Work instructions – Each line of the data holding "Ribero" should be found and copied.

Records for this exercise –
● ● ● ●

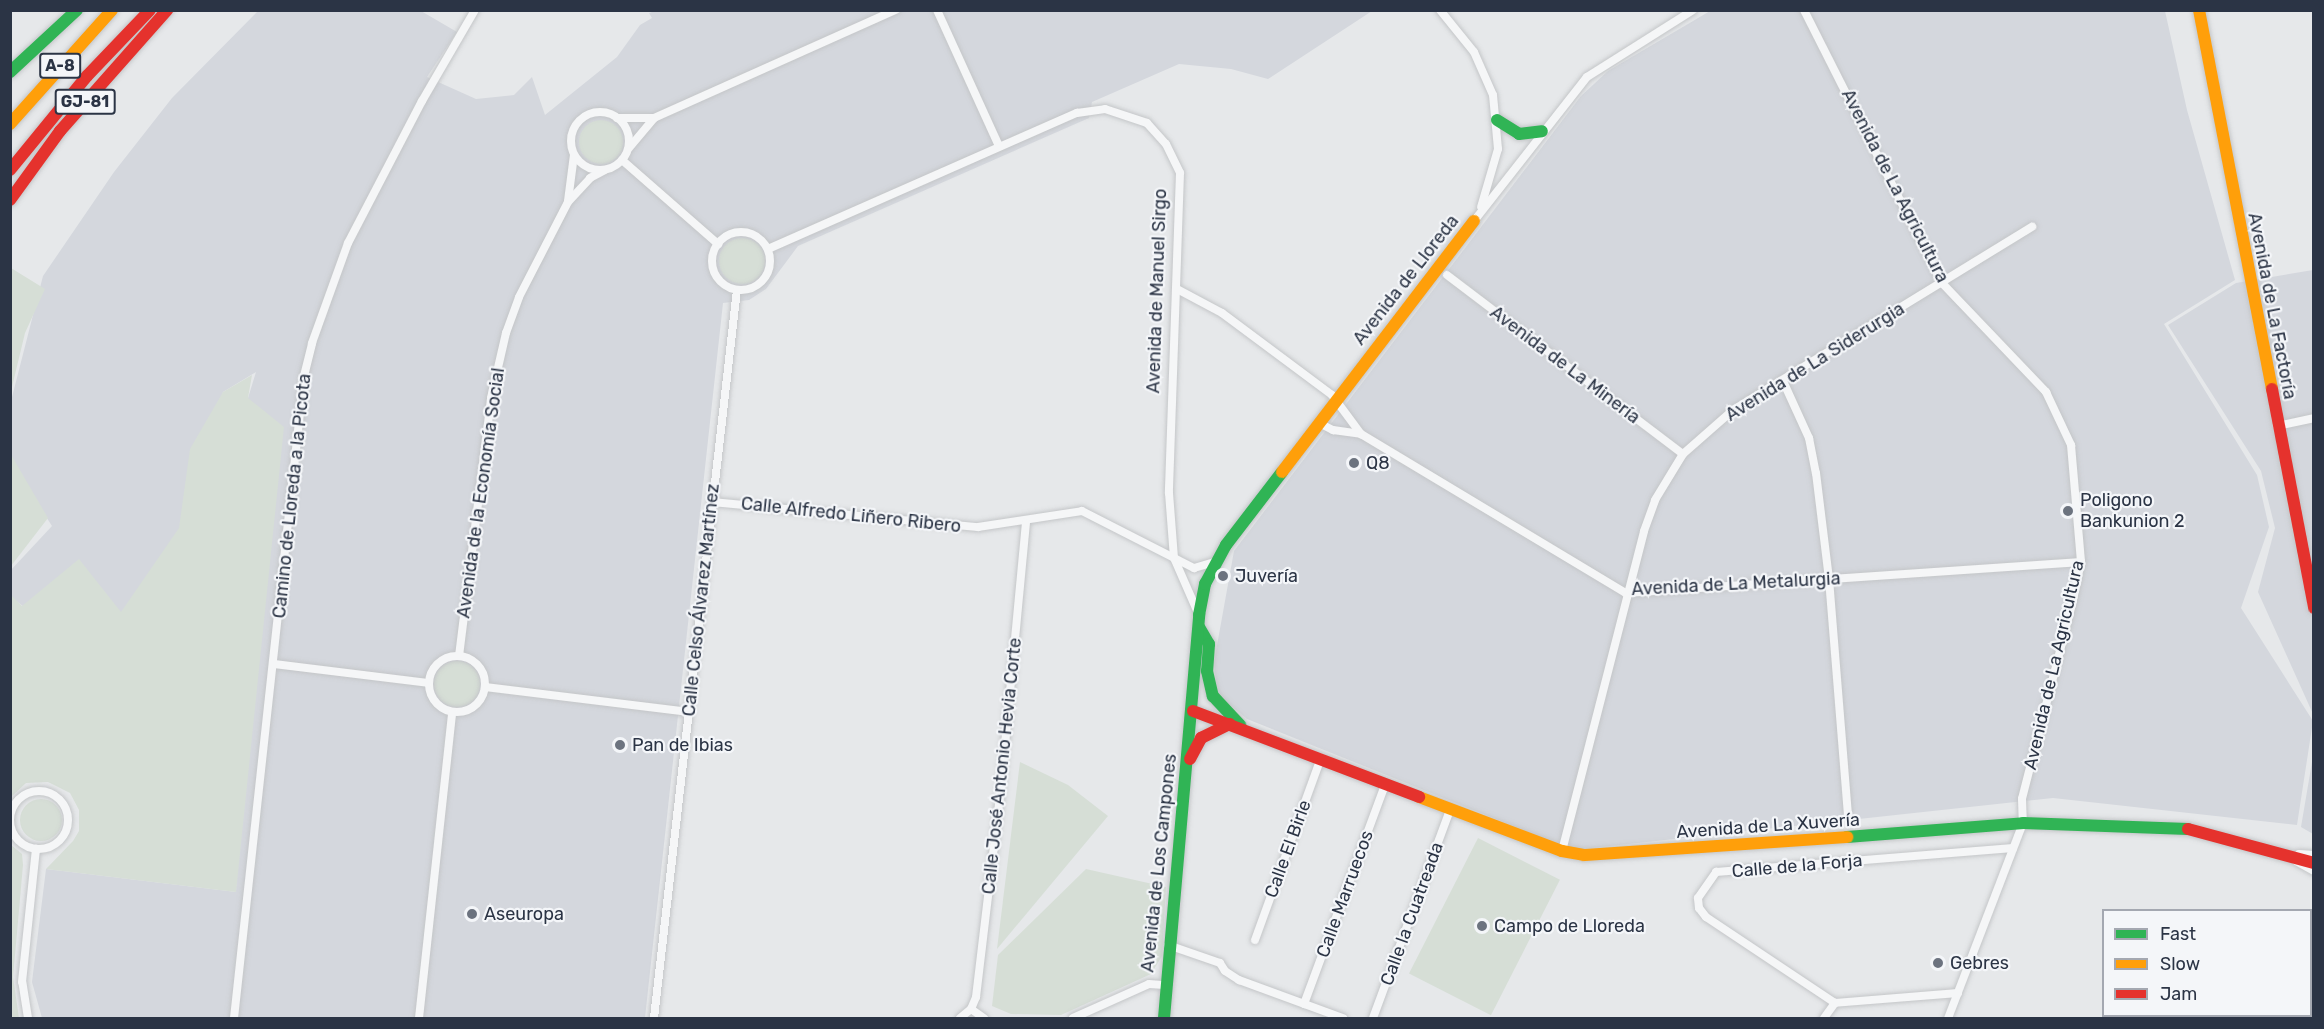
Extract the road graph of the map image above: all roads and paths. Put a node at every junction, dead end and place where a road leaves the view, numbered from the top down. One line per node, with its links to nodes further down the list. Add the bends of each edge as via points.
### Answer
1 (77, 10): 12 (main road)
2 (112, 10): 16 (main road, A-8)
3 (150, 10): 22 (main road, A-8, via 87,76)
4 (167, 10): 24 (main road, GJ-81, via 60,130)
5 (475, 10): 51 (street, Camino de Lloreda a la Picota, via 348,243 312,343 304,376)
6 (896, 10): 14 (street)
7 (937, 10): 18 (street)
8 (1440, 10): 15 (street, via 1483,69)
9 (1693, 10): 17 (street, Avenida de Lloreda, via 1587,77)
10 (1804, 10): 31 (street, Avenida de La Agricultura)
11 (2199, 10): 38 (main road, Avenida de La Factoría)
12 (10, 72)
13 (617, 118): 14 (street); 19 (street, via 627,129); 20 (street, via 604,112 585,117 573,132)
14 (654, 118): 19 (street)
15 (1497, 120): 17 (main road, via 1519,134); 26 (street, via 1496,163)
16 (10, 124)
17 (1542, 131): 26 (street, Avenida de Lloreda)
18 (999, 146): 29 (street, Avenida de Manuel Sirgo); 32 (street, Avenida de Manuel Sirgo, via 1092,109 1121,111 1147,123 1166,144 1180,173)
19 (627, 151): 21 (street)
20 (574, 153): 23 (street, via 586,166); 25 (street, Avenida de la Economía Social)
21 (622, 160): 23 (street); 28 (street)
22 (10, 170)
23 (605, 170): 25 (street, Avenida de la Economía Social, via 590,178)
24 (10, 200)
25 (568, 202): 50 (street, Avenida de la Economía Social, via 519,297 497,365)
26 (1474, 221): 35 (main road, Avenida de Lloreda)
27 (2032, 227): 31 (street, Avenida de La Siderurgia)
28 (718, 244): 29 (street, via 740,232 757,236); 33 (street, via 713,253 715,273 720,281)
29 (768, 249): 33 (street, via 770,266 762,282)
30 (1447, 275): 40 (street, Avenida de La Minería)
31 (1942, 283): 34 (street, Avenida de La Siderurgia); 45 (street, Avenida de La Agricultura, via 2046,392 2071,445)
32 (1177, 289): 35 (street, via 1222,313); 43 (street, Avenida de Manuel Sirgo, via 1169,424)
33 (737, 290): 41 (street, Calle Celso Álvarez Martínez)
34 (1783, 381): 40 (street, Avenida de La Siderurgia, via 1733,410); 46 (street, via 1809,438)
35 (1336, 400): 37 (main road, Avenida de Lloreda); 39 (street)
36 (2313, 418): 38 (street)
37 (1319, 423): 39 (street, via 1333,430); 44 (main road, Avenida de Lloreda)
38 (2277, 426): 48 (main road, Avenida de La Factoría)
39 (1361, 434): 47 (street, Avenida de La Metalurgia)
40 (1683, 454): 47 (street, Avenida de La Siderurgia, via 1655,500)
41 (712, 502): 42 (street, Calle Alfredo Liñero Ribero, via 920,524 978,527); 56 (street, Calle Celso Álvarez Martínez)
42 (1026, 523): 43 (street, Calle Alfredo Liñero Ribero, via 1082,511); 78 (street, Calle José Antonio Hevia Corte, via 976,997)
43 (1174, 558): 44 (street, via 1194,568); 49 (street, Avenida de Manuel Sirgo)
44 (1215, 562): 49 (main road, Avenida de Lloreda)
45 (2081, 562): 46 (street, Avenida de La Metalurgia); 64 (street, Avenida de La Agricultura, via 2022,799)
46 (1829, 579): 47 (street, Avenida de La Metalurgia); 63 (street)
47 (1626, 593): 67 (street, Avenida de La Siderurgia)
48 (2313, 608)
49 (1199, 621): 54 (main road, Avenida de Manuel Sirgo); 58 (main road, Avenida de La Xuvería, via 1209,644 1207,671 1213,696)
50 (459, 656): 52 (street, via 442,660); 53 (street, via 482,670)
51 (274, 664): 52 (street); 80 (street, Camino de Lloreda a la Picota)
52 (428, 682): 55 (street, via 432,699)
53 (485, 687): 55 (street, via 478,704); 56 (street)
54 (1193, 711): 57 (main road, Avenida de La Xuvería); 60 (main road, Avenida de Los Campones)
55 (452, 712): 81 (street)
56 (689, 712): 82 (street, Calle Celso Álvarez Martínez)
57 (1230, 724): 58 (main road, Avenida de La Xuvería); 60 (main road, via 1201,738)
58 (1244, 728): 59 (main road, Avenida de La Xuvería)
59 (1321, 758): 61 (main road, Avenida de La Xuvería); 72 (street, Calle El Birle)
60 (1187, 765): 73 (main road, Avenida de Los Campones)
61 (1385, 784): 62 (main road, Avenida de La Xuvería); 77 (street, Calle Marruecos)
62 (1450, 810): 67 (main road, Avenida de La Xuvería); 88 (street, Calle la Cuatreada)
63 (1848, 813)
64 (2023, 823): 65 (street); 67 (main road, Avenida de La Xuvería, via 1619,856); 68 (main road, Avenida de La Xuvería, via 2202,830)
65 (2013, 848): 75 (street); 76 (street, Calle de la Forja, via 1716,872 1698,898 1699,908 1706,916)
66 (36, 849): 66 (street, via 61,839 68,823 58,798 41,791 22,797 11,813 19,840); 79 (street, via 22,982)
67 (1562, 851)
68 (2283, 852): 69 (street); 70 (main road, Avenida de La Xuvería); 71 (street)
69 (2313, 855)
70 (2313, 862)
71 (2313, 871)
72 (1255, 940)
73 (1168, 945): 74 (main road, Avenida de Los Campones); 77 (street, via 1210,960 1239,980)
74 (1165, 985): 85 (street, via 1149,984); 86 (main road, Avenida de Los Campones)
75 (1958, 993): 76 (street); 90 (street)
76 (1835, 1003): 89 (street)
77 (1304, 1004): 87 (street)
78 (970, 1009): 83 (street); 84 (street)
79 (28, 1018)
80 (234, 1018)
81 (419, 1018)
82 (654, 1018)
83 (960, 1018)
84 (984, 1018)
85 (1073, 1018)
86 (1164, 1018)
87 (1343, 1018)
88 (1373, 1018)
89 (1824, 1018)
90 (1948, 1018)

● ● ● ●

Result for this exercise –
41 (712, 502): 42 (street, Calle Alfredo Liñero Ribero, via 920,524 978,527); 56 (street, Calle Celso Álvarez Martínez)
42 (1026, 523): 43 (street, Calle Alfredo Liñero Ribero, via 1082,511); 78 (street, Calle José Antonio Hevia Corte, via 976,997)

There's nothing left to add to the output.